[Stored data entries]

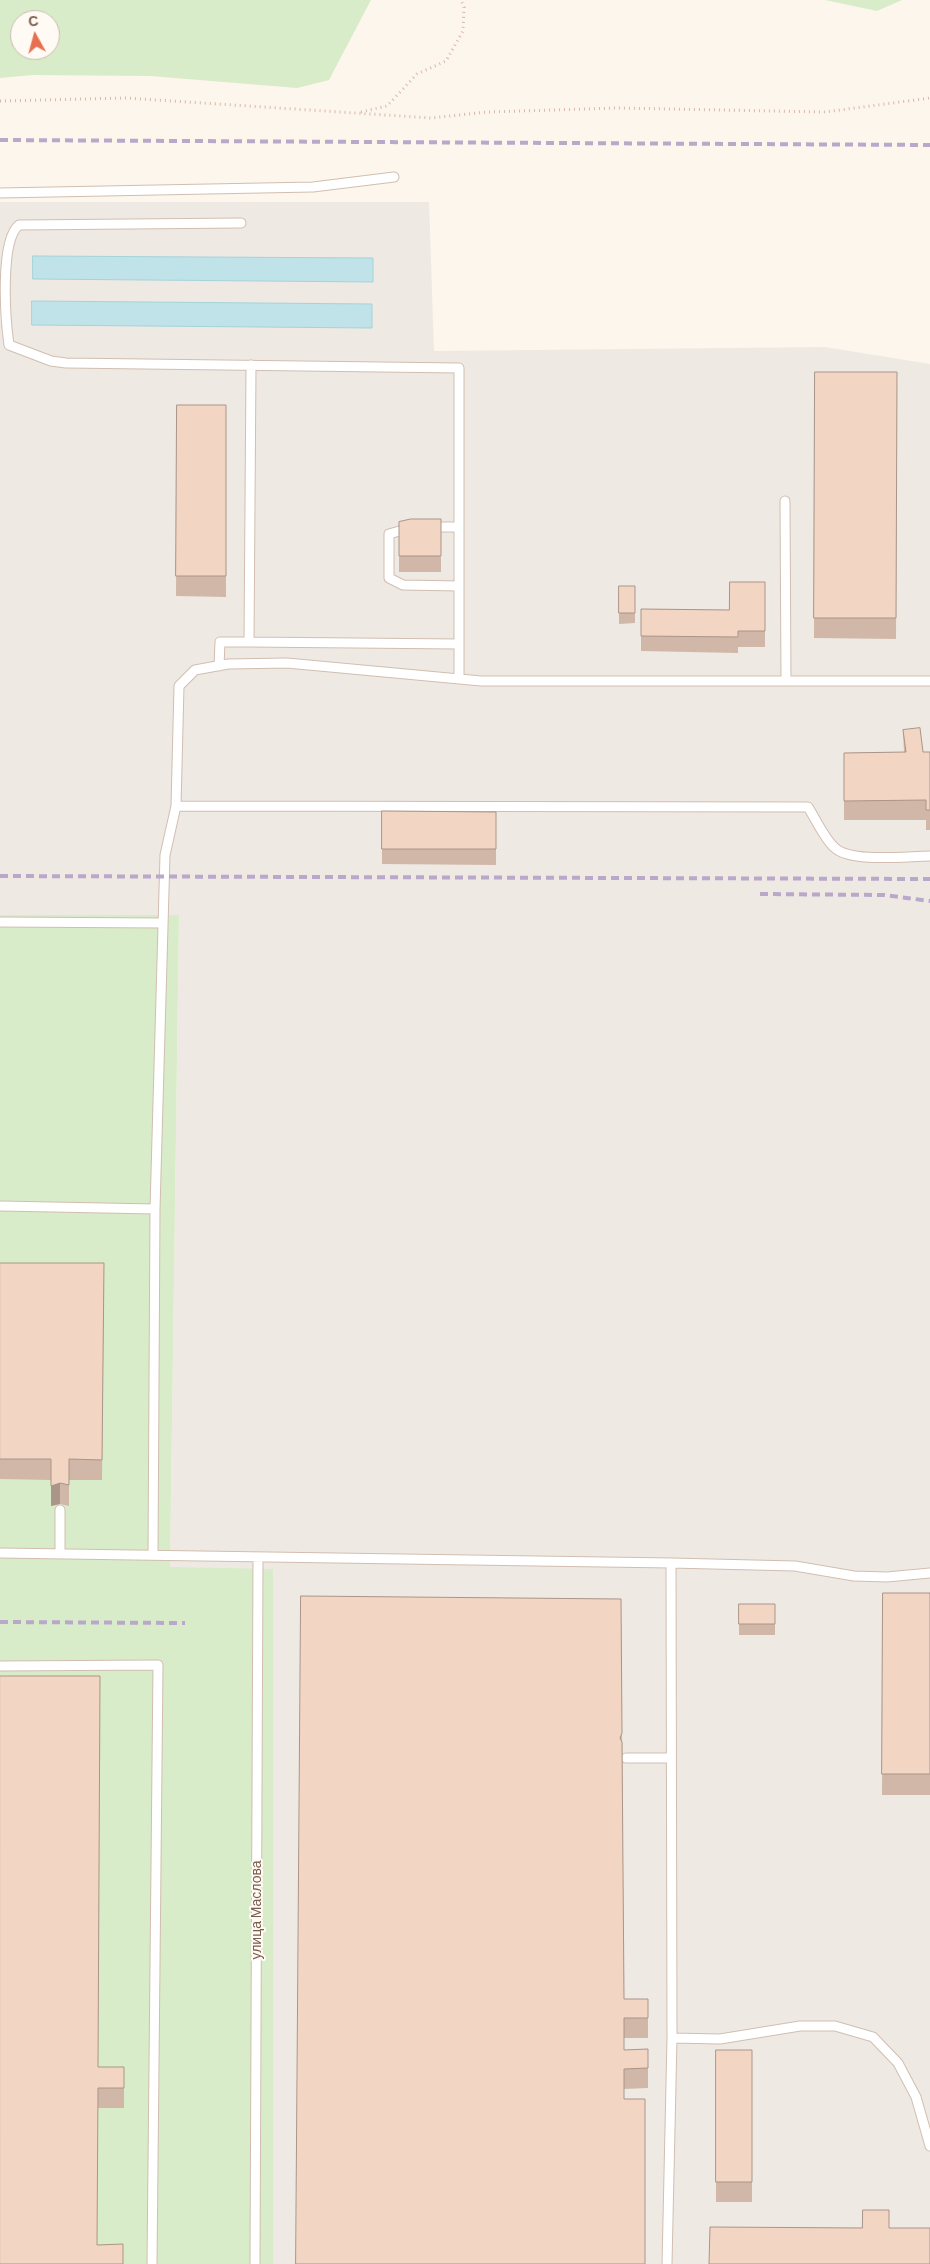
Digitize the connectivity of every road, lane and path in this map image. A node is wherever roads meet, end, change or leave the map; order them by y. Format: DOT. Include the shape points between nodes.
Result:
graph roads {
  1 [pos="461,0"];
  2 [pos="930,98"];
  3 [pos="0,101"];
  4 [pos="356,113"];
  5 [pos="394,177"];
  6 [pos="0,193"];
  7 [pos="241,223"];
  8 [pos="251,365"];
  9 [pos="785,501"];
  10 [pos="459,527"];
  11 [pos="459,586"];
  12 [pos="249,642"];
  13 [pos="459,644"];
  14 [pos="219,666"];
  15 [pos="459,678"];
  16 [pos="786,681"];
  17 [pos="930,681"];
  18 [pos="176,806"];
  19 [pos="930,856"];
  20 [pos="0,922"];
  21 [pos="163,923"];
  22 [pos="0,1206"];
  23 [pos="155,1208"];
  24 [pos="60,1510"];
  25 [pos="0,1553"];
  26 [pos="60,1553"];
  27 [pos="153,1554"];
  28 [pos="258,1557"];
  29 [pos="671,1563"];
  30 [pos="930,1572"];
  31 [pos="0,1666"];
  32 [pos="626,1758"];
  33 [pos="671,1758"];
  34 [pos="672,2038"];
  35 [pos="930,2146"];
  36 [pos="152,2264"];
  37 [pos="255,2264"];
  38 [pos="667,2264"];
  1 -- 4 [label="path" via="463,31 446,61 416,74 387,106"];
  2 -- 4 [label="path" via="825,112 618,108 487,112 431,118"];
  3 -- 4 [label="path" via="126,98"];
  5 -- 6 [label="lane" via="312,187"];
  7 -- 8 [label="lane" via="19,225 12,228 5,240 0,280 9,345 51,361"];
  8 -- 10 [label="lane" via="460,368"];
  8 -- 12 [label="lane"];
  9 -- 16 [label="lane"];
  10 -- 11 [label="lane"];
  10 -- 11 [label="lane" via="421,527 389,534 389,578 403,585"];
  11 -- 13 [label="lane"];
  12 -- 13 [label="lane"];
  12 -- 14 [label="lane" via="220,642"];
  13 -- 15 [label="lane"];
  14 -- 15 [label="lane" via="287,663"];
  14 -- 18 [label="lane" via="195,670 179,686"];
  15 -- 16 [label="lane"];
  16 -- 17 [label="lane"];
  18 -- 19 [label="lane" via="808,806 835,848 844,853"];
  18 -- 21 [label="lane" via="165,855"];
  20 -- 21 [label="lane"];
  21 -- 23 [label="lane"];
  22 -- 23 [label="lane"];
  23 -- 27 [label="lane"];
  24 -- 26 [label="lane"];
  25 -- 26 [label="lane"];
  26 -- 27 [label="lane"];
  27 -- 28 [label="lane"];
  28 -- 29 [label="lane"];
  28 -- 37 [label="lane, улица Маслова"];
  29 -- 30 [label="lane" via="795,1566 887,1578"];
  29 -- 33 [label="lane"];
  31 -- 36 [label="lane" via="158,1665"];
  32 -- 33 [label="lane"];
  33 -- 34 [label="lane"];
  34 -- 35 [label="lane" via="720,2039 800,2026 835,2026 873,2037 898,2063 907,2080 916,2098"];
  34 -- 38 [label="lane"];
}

---

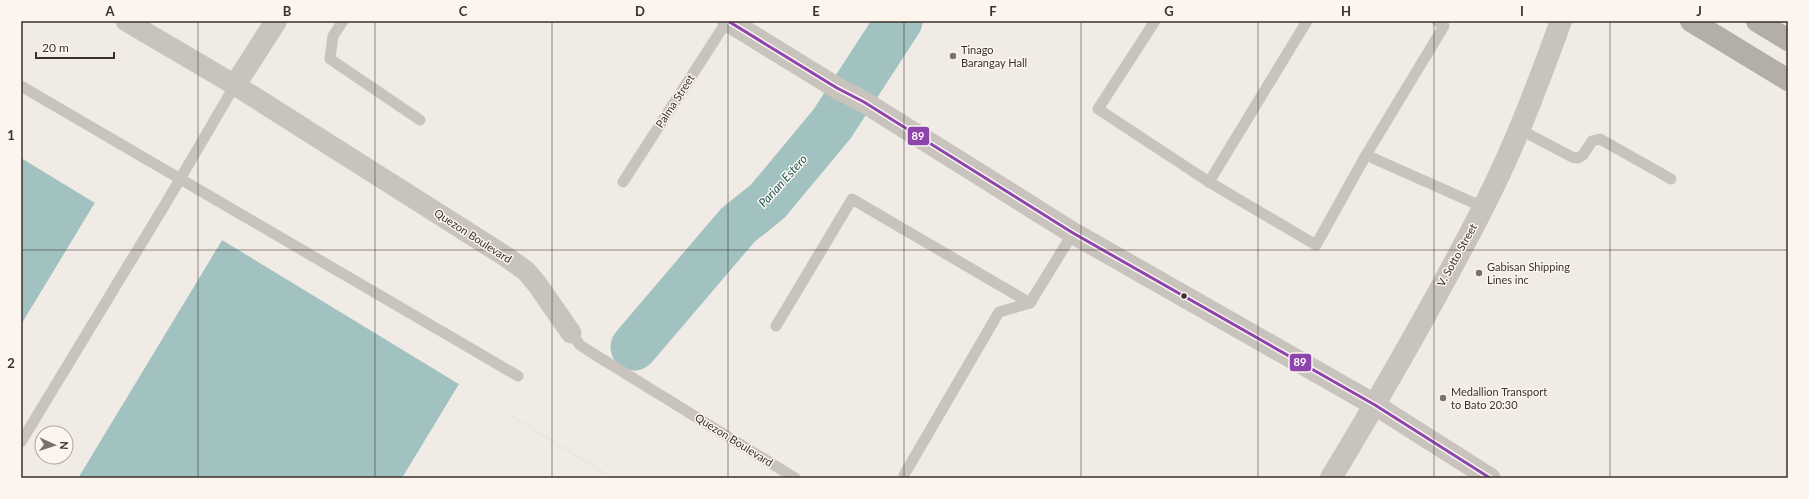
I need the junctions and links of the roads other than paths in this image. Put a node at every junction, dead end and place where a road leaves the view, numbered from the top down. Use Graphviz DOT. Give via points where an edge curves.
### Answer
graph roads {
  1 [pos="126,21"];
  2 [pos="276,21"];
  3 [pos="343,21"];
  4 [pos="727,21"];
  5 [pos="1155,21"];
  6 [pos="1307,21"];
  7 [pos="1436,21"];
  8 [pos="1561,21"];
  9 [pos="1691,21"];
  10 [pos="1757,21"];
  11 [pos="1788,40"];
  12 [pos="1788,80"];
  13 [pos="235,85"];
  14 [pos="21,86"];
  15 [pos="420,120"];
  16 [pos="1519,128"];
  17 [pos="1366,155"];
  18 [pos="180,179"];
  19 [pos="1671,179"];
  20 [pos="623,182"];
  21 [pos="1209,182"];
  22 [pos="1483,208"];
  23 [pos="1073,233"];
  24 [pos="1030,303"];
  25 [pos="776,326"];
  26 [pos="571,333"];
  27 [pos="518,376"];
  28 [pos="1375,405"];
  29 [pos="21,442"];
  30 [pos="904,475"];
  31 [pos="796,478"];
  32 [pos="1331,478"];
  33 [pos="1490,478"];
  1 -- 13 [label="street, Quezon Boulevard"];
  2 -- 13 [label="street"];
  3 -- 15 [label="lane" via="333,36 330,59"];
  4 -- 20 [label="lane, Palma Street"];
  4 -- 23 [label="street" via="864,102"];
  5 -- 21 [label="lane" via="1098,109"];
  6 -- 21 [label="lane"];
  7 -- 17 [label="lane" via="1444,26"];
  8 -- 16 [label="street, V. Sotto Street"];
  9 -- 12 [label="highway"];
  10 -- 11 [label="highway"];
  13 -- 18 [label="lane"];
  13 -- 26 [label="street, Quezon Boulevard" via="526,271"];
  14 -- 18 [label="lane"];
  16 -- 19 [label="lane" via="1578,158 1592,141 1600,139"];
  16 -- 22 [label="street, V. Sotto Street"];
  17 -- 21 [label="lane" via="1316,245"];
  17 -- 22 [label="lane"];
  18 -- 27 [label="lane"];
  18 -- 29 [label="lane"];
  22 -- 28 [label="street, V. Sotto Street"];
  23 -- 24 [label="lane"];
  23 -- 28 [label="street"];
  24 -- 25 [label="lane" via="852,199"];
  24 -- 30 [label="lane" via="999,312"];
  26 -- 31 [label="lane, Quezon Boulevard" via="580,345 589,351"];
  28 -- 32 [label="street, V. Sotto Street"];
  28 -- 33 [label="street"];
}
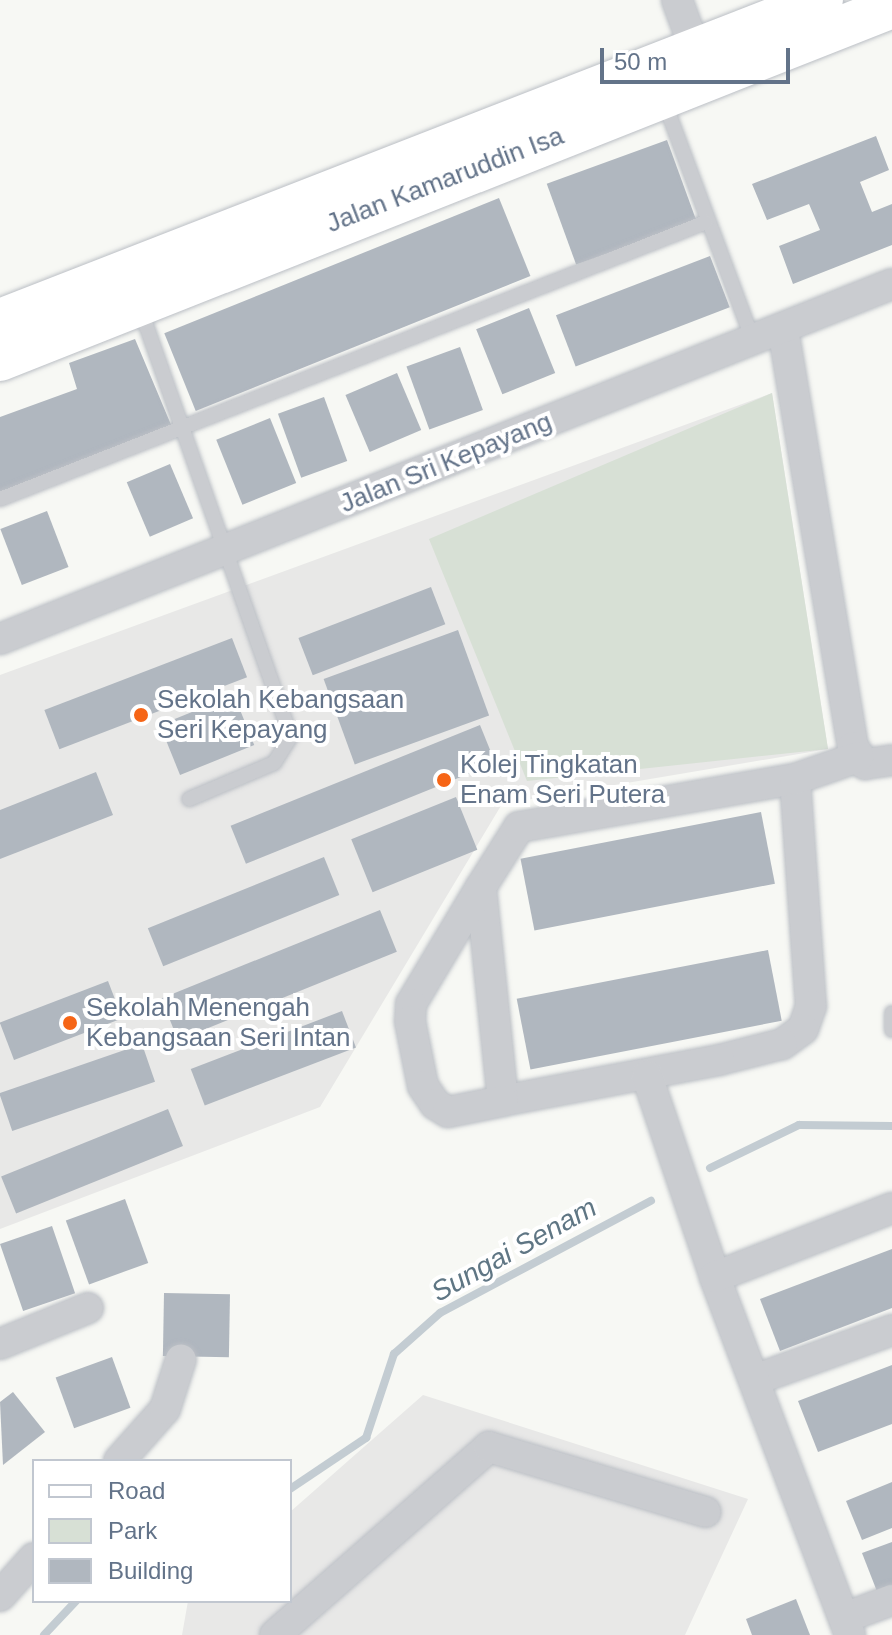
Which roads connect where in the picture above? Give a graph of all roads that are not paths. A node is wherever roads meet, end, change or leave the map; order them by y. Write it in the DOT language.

==

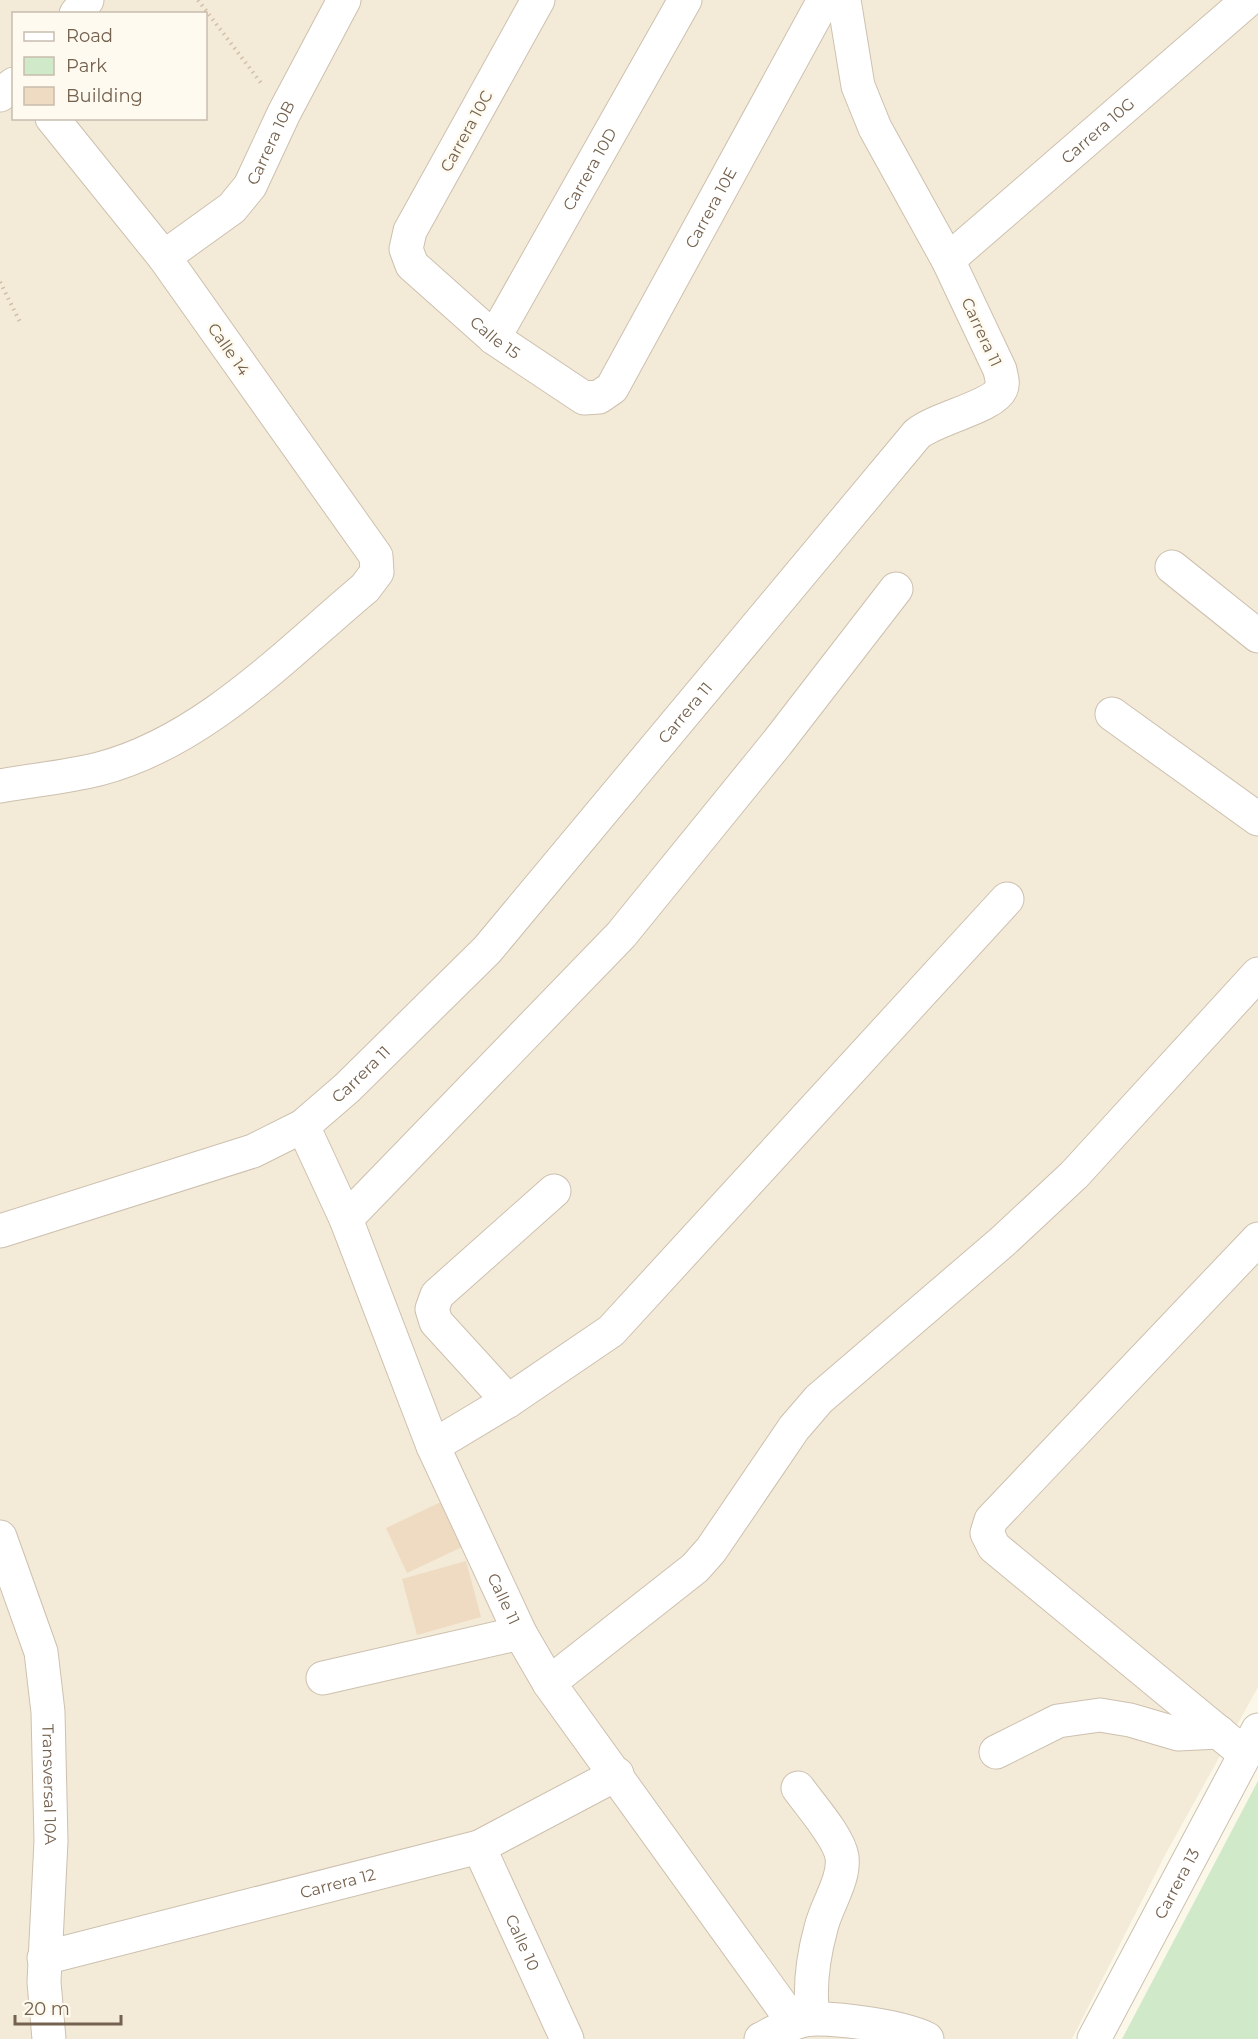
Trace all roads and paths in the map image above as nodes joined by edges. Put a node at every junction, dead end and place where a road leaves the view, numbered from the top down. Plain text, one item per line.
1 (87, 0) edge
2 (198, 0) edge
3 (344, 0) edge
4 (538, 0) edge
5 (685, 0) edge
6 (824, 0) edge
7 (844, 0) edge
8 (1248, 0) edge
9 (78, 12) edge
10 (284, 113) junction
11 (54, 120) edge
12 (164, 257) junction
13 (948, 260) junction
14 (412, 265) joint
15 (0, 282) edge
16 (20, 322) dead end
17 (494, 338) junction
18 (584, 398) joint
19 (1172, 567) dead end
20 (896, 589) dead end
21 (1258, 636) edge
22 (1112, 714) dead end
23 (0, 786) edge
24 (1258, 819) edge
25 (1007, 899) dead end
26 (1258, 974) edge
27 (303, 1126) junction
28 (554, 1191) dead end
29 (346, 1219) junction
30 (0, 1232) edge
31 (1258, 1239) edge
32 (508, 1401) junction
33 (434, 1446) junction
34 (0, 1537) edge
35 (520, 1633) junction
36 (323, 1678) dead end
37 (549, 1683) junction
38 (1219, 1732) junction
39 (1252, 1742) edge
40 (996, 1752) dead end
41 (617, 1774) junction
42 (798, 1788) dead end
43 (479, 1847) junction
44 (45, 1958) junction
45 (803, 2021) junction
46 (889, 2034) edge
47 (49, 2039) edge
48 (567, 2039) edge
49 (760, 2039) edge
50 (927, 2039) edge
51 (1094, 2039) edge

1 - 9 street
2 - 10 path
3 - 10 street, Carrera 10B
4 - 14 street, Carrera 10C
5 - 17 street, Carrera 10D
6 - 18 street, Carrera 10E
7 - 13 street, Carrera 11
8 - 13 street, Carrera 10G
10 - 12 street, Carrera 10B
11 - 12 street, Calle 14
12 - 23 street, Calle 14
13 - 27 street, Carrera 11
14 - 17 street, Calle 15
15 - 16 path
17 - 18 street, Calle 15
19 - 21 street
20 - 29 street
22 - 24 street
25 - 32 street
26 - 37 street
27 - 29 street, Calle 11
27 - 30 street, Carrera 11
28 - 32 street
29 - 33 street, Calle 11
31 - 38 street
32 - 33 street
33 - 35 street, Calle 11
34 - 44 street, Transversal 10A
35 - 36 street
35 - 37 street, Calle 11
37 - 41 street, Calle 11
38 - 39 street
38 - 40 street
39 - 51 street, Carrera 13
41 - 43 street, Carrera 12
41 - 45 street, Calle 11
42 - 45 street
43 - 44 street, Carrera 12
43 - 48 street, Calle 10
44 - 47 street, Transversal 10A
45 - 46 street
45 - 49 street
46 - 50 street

Work required: Search the records for the string "them", and copy every line that holds it.

Output below:
Digitize the connectivity of every road, lane and path in this map image. A node is wherever roads meet, end, change or leave the map; order them by y. Format: DOT. Include the shape points between nodes.
Which roads connect where in the picture above? Give a graph of all roads that are not paths. A node is wherever roads meet, end, change or leave the map; order them by y. Write it in the DOT language.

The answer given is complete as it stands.